Development of in-house ELISA for detection of chloramphenicol in bovine milk with subsequent confirmatory analysis by LC-MS/MS.

This study was undertaken to develop and validate direct competitive ELISA for the determination of chloramphenicol residues in bovine milk. Antisera and an enzyme-tracer for chloramphenicol were prepared and used to develop an ELISA with inhibition concentrations, IC20 and IC50, of 0.09 and 0.44 ng mL-1, respectively. Milk samples were spiked with standards equivalent to 0, 0.2, 0.3, 0.5, 1.0 & 1.5 ng mL-1 and extracted in methanol. The mean recoveries were found to be 73-100% with coefficient of variance 7-11%. The decision limit (CCα) and detection capability (CCβ) were calculated as 0.10 and 0.12 ng mL-1, respectively.

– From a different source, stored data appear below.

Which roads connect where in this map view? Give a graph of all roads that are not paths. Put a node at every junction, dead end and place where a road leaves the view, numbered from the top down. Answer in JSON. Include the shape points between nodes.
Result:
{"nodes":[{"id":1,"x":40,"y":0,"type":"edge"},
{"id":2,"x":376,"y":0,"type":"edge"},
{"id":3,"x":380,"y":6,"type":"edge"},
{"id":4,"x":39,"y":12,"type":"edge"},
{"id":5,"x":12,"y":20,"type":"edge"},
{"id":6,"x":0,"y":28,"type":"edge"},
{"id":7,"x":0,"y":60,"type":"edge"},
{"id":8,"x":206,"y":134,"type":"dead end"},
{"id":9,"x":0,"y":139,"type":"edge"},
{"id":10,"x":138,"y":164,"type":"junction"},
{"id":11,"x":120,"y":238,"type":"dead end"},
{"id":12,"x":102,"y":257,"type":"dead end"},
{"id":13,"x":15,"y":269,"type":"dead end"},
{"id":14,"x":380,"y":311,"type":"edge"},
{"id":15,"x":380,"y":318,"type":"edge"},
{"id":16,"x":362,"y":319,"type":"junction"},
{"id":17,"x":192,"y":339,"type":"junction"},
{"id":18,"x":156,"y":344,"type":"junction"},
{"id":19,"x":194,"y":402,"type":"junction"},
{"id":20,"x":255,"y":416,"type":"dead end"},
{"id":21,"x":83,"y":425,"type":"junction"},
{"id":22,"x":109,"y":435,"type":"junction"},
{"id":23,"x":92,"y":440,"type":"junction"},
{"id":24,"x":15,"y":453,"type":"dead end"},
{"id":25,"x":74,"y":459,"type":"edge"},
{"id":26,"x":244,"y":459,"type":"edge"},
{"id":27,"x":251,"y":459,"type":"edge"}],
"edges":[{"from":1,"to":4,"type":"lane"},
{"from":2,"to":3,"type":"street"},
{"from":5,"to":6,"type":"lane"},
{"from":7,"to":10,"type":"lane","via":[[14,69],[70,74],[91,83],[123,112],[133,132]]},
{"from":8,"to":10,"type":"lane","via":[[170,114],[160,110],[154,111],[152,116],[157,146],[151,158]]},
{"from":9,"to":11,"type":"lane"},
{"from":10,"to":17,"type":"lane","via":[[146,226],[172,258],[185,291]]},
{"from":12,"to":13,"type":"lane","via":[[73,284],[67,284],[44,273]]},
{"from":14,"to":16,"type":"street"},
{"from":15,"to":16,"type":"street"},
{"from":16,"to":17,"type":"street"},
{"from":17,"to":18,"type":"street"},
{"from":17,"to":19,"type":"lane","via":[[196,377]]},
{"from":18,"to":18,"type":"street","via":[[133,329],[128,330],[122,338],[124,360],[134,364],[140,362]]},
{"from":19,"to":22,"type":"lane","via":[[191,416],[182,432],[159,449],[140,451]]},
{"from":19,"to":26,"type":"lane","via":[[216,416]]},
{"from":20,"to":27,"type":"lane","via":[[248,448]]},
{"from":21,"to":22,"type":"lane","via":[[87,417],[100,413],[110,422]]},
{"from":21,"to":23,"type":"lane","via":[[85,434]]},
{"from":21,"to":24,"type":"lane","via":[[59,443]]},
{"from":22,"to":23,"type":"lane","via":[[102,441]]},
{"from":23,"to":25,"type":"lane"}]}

The results were found comparable with the commercial ELISA, having recoveries of 87 to 100%, CCα 0.09 ng mL-1 and CCβ 0.12 ng mL-1. As per Commission Decision 2002/657/EC, in-house ELISA was further validated by using LC-MS/MS. Mass spectral acquisition was done by using electrospray ionization in the negative ion mode applying single reaction monitoring of the diagnostic transition reaction for CAP (m/z 152, 194 and 257). The calibration curve showed good linearity in concentrations from 0.025 to 1.6 ng mL-1 with correction coefficient 0.9902. The mean recoveries were found to be 88 to 100%. The CCα was calculated as 0.057 ng mL-1 and CCβ 0.10 ng mL-1. Since CCα and CCβ are less than half of the MRPL (0.15 ng mL-1), the test was found suitable for screening and quantification of CAP residues in bovine milk samples. Results of surveillance studies indicated that out of 31 analyzed milk samples, 12.9% samples were found with CAP residues but only 3.2% samples were declared positive with maximum concentration 0.31 ng mL-1, slightly above the MRPL.